*** Given data ***

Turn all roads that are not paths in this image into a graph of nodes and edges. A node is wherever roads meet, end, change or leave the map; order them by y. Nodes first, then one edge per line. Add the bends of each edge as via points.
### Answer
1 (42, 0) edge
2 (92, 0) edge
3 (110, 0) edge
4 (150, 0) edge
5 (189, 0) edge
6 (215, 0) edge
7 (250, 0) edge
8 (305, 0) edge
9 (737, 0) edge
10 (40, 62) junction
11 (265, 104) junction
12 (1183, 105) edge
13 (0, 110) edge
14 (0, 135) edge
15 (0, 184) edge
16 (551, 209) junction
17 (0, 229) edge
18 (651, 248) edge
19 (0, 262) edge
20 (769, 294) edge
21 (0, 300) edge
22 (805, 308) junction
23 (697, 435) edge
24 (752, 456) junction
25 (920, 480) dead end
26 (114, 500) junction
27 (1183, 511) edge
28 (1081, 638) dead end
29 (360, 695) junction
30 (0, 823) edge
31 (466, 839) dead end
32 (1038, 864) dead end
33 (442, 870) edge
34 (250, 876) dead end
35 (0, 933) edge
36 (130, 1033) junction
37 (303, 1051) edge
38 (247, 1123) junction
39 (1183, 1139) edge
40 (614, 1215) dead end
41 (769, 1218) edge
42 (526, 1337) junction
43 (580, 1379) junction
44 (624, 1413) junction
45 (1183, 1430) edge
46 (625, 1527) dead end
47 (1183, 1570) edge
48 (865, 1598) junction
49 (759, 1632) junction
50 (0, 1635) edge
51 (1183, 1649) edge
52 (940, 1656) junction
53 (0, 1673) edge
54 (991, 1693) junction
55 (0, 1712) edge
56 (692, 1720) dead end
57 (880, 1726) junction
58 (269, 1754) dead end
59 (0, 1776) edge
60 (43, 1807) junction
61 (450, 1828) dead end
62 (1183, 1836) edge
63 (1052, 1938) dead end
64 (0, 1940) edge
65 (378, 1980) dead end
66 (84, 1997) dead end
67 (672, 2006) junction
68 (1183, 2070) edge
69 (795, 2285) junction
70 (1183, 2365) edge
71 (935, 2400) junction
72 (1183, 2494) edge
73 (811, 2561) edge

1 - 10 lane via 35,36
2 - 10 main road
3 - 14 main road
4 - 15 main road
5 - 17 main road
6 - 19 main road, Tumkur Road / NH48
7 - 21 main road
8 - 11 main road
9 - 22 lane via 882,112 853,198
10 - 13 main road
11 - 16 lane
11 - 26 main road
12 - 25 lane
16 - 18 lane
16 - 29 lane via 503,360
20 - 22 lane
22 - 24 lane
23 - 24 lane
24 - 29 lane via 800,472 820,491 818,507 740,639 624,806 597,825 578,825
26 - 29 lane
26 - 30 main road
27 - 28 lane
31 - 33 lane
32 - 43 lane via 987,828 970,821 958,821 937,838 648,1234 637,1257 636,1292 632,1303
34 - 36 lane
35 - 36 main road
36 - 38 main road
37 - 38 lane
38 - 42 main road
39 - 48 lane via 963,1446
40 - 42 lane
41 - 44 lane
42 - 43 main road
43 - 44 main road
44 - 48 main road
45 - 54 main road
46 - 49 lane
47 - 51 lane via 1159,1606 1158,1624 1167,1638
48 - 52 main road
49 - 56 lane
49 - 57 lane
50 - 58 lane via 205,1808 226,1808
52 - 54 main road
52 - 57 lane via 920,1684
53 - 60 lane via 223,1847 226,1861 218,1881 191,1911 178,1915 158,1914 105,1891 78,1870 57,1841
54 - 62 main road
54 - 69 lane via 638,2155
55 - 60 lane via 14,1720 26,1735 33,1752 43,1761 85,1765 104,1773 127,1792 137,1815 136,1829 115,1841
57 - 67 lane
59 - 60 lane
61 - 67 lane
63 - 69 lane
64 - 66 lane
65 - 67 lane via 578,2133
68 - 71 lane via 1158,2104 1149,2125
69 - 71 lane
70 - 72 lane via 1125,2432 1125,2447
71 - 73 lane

*** End of Given data ***

* Work request
Every line in the material must be repeated verbatim.

* Solution for this problem
Turn all roads that are not paths in this image into a graph of nodes and edges. A node is wherever roads meet, end, change or leave the map; order them by y. Nodes first, then one edge per line. Add the bends of each edge as via points.
### Answer
1 (42, 0) edge
2 (92, 0) edge
3 (110, 0) edge
4 (150, 0) edge
5 (189, 0) edge
6 (215, 0) edge
7 (250, 0) edge
8 (305, 0) edge
9 (737, 0) edge
10 (40, 62) junction
11 (265, 104) junction
12 (1183, 105) edge
13 (0, 110) edge
14 (0, 135) edge
15 (0, 184) edge
16 (551, 209) junction
17 (0, 229) edge
18 (651, 248) edge
19 (0, 262) edge
20 (769, 294) edge
21 (0, 300) edge
22 (805, 308) junction
23 (697, 435) edge
24 (752, 456) junction
25 (920, 480) dead end
26 (114, 500) junction
27 (1183, 511) edge
28 (1081, 638) dead end
29 (360, 695) junction
30 (0, 823) edge
31 (466, 839) dead end
32 (1038, 864) dead end
33 (442, 870) edge
34 (250, 876) dead end
35 (0, 933) edge
36 (130, 1033) junction
37 (303, 1051) edge
38 (247, 1123) junction
39 (1183, 1139) edge
40 (614, 1215) dead end
41 (769, 1218) edge
42 (526, 1337) junction
43 (580, 1379) junction
44 (624, 1413) junction
45 (1183, 1430) edge
46 (625, 1527) dead end
47 (1183, 1570) edge
48 (865, 1598) junction
49 (759, 1632) junction
50 (0, 1635) edge
51 (1183, 1649) edge
52 (940, 1656) junction
53 (0, 1673) edge
54 (991, 1693) junction
55 (0, 1712) edge
56 (692, 1720) dead end
57 (880, 1726) junction
58 (269, 1754) dead end
59 (0, 1776) edge
60 (43, 1807) junction
61 (450, 1828) dead end
62 (1183, 1836) edge
63 (1052, 1938) dead end
64 (0, 1940) edge
65 (378, 1980) dead end
66 (84, 1997) dead end
67 (672, 2006) junction
68 (1183, 2070) edge
69 (795, 2285) junction
70 (1183, 2365) edge
71 (935, 2400) junction
72 (1183, 2494) edge
73 (811, 2561) edge

1 - 10 lane via 35,36
2 - 10 main road
3 - 14 main road
4 - 15 main road
5 - 17 main road
6 - 19 main road, Tumkur Road / NH48
7 - 21 main road
8 - 11 main road
9 - 22 lane via 882,112 853,198
10 - 13 main road
11 - 16 lane
11 - 26 main road
12 - 25 lane
16 - 18 lane
16 - 29 lane via 503,360
20 - 22 lane
22 - 24 lane
23 - 24 lane
24 - 29 lane via 800,472 820,491 818,507 740,639 624,806 597,825 578,825
26 - 29 lane
26 - 30 main road
27 - 28 lane
31 - 33 lane
32 - 43 lane via 987,828 970,821 958,821 937,838 648,1234 637,1257 636,1292 632,1303
34 - 36 lane
35 - 36 main road
36 - 38 main road
37 - 38 lane
38 - 42 main road
39 - 48 lane via 963,1446
40 - 42 lane
41 - 44 lane
42 - 43 main road
43 - 44 main road
44 - 48 main road
45 - 54 main road
46 - 49 lane
47 - 51 lane via 1159,1606 1158,1624 1167,1638
48 - 52 main road
49 - 56 lane
49 - 57 lane
50 - 58 lane via 205,1808 226,1808
52 - 54 main road
52 - 57 lane via 920,1684
53 - 60 lane via 223,1847 226,1861 218,1881 191,1911 178,1915 158,1914 105,1891 78,1870 57,1841
54 - 62 main road
54 - 69 lane via 638,2155
55 - 60 lane via 14,1720 26,1735 33,1752 43,1761 85,1765 104,1773 127,1792 137,1815 136,1829 115,1841
57 - 67 lane
59 - 60 lane
61 - 67 lane
63 - 69 lane
64 - 66 lane
65 - 67 lane via 578,2133
68 - 71 lane via 1158,2104 1149,2125
69 - 71 lane
70 - 72 lane via 1125,2432 1125,2447
71 - 73 lane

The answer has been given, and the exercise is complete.